→ **RECORDED DATA**:
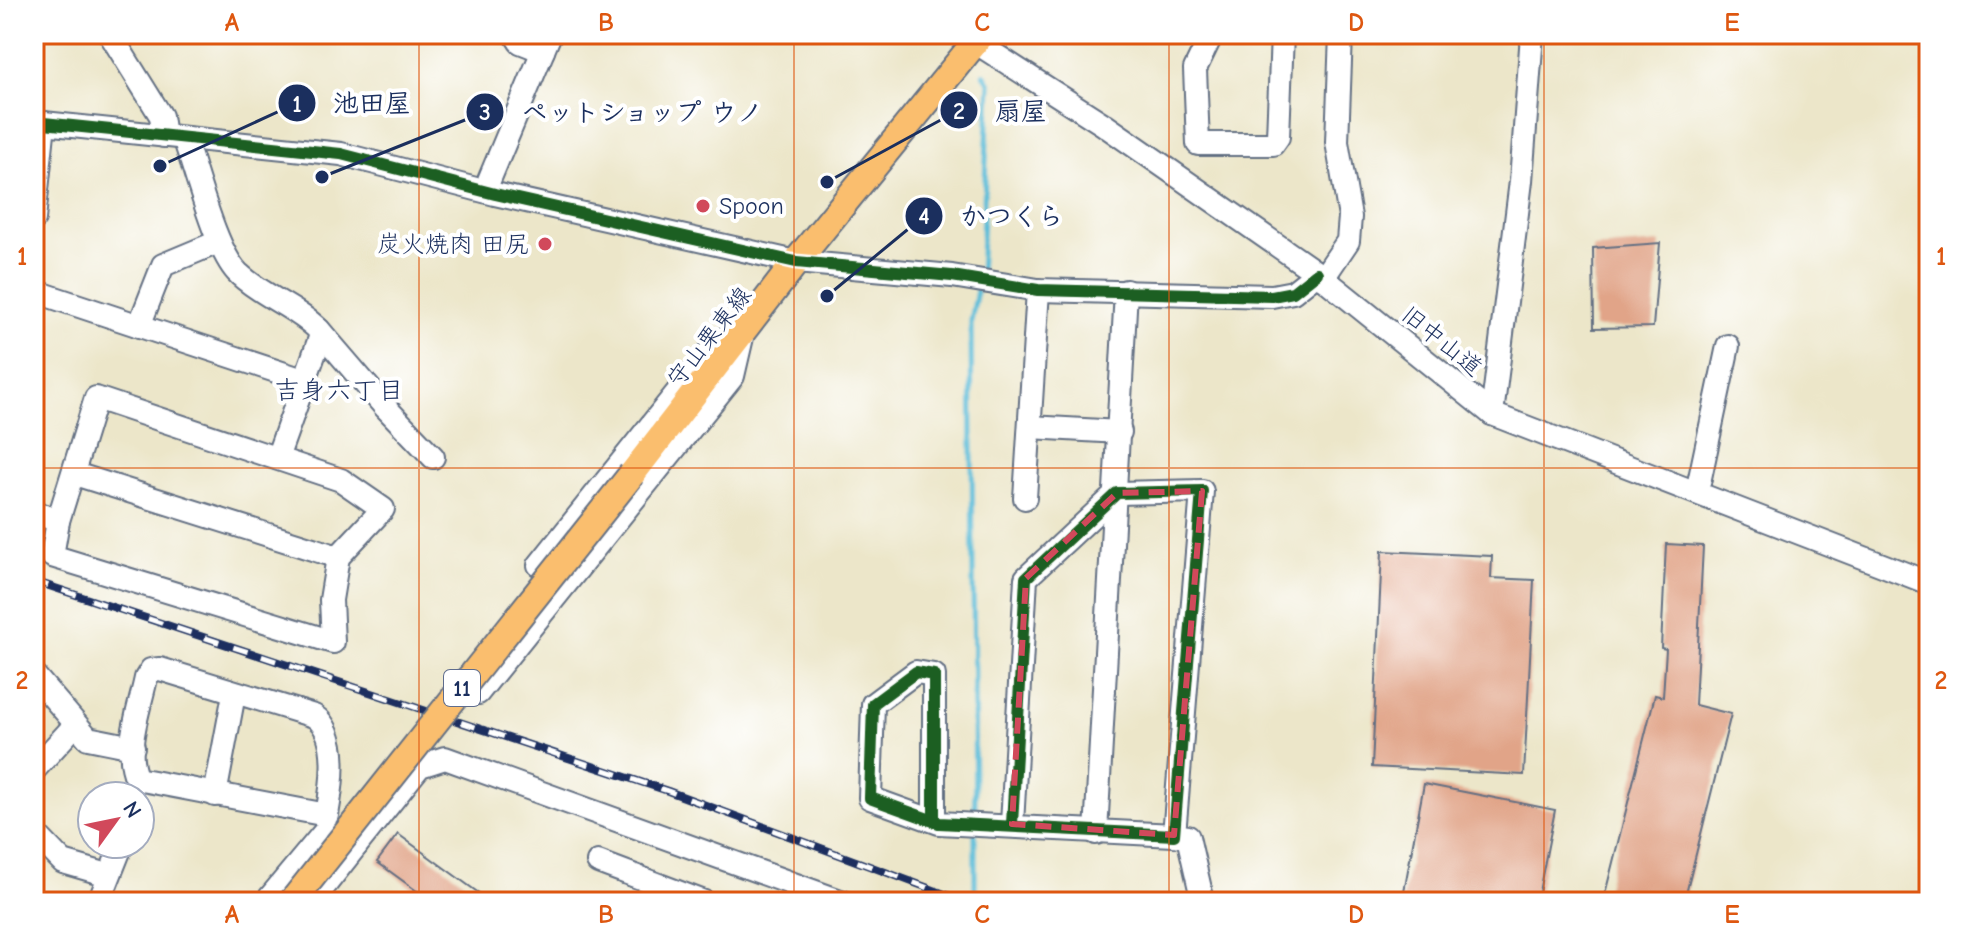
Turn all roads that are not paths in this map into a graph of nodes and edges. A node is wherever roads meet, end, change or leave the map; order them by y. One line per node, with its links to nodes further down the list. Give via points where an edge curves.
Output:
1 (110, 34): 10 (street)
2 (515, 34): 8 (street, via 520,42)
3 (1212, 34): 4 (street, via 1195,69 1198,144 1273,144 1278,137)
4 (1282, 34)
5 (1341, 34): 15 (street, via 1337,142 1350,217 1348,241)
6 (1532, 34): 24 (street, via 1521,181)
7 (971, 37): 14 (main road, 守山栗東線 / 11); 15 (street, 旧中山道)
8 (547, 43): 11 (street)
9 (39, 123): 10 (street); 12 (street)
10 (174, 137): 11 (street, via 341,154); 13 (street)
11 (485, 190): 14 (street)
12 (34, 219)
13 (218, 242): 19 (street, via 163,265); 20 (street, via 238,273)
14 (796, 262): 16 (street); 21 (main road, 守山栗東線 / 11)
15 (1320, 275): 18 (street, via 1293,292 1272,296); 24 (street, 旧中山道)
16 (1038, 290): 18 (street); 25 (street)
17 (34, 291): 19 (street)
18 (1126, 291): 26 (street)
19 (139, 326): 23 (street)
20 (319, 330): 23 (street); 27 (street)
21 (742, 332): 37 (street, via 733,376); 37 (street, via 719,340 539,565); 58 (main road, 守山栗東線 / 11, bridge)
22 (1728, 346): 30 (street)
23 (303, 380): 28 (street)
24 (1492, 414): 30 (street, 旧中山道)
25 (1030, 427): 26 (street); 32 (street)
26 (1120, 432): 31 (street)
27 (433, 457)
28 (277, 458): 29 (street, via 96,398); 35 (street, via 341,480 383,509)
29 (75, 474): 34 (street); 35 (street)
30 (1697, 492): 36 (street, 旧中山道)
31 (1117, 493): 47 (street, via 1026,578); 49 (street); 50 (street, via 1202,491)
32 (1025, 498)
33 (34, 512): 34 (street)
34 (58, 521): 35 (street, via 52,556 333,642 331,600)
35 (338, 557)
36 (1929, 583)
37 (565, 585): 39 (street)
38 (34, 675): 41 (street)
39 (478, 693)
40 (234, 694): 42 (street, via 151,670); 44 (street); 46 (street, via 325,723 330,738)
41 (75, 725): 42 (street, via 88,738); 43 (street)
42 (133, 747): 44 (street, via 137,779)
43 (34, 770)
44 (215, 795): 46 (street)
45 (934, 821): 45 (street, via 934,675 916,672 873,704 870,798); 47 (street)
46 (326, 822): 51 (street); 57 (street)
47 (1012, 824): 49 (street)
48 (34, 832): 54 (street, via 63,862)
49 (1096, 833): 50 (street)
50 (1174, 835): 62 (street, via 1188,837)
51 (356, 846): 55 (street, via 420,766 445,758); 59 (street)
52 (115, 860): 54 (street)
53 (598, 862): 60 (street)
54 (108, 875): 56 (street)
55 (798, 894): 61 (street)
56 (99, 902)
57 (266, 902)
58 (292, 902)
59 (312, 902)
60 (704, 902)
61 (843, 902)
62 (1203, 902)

--

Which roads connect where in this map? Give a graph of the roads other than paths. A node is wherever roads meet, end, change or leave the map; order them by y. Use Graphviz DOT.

...

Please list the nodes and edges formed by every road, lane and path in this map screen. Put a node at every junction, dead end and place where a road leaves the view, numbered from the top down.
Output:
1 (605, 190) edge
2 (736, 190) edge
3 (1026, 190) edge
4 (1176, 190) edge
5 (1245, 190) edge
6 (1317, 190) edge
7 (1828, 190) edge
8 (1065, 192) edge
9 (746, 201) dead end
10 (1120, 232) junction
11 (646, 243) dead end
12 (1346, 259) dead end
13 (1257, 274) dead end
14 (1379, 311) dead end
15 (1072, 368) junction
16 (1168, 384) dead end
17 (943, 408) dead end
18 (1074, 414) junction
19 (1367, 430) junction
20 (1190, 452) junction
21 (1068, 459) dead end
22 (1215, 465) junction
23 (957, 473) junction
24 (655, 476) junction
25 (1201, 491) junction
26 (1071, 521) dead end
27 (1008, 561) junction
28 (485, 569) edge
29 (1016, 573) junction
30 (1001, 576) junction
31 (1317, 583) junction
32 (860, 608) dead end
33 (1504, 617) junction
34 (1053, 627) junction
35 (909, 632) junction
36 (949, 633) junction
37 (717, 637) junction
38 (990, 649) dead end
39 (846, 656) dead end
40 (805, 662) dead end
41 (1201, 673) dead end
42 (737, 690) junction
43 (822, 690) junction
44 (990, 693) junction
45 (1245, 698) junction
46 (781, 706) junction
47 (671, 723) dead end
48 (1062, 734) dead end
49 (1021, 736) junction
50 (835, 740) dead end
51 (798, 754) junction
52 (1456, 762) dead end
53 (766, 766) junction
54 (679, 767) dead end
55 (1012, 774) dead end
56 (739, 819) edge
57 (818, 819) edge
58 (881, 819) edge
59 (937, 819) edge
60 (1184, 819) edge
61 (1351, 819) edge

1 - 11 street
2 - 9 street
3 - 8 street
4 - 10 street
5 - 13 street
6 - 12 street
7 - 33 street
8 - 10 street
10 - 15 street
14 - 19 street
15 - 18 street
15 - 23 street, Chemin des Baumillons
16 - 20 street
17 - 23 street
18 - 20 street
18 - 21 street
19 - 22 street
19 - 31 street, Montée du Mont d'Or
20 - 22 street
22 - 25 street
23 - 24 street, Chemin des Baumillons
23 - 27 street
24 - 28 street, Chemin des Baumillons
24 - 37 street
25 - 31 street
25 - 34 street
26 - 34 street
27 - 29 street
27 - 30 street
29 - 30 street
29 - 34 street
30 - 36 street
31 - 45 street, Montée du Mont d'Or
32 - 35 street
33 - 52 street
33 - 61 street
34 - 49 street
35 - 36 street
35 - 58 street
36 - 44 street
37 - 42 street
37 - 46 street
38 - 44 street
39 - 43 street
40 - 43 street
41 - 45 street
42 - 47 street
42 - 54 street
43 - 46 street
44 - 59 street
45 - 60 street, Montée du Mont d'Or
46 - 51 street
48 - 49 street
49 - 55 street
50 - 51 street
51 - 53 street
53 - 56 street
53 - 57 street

→ **TASK OBJECTIVE**:
Throughout the material above, report each line holding the word "graph".

→ **TASK RESULT**:
Turn all roads that are not paths in this map into a graph of nodes and edges. A node is wherever roads meet, end, change or leave the map; order them by y. One line per node, with its links to nodes further down the list. Give via points where an edge curves.
Which roads connect where in this map? Give a graph of the roads other than paths. A node is wherever roads meet, end, change or leave the map; order them by y. Use Graphviz DOT.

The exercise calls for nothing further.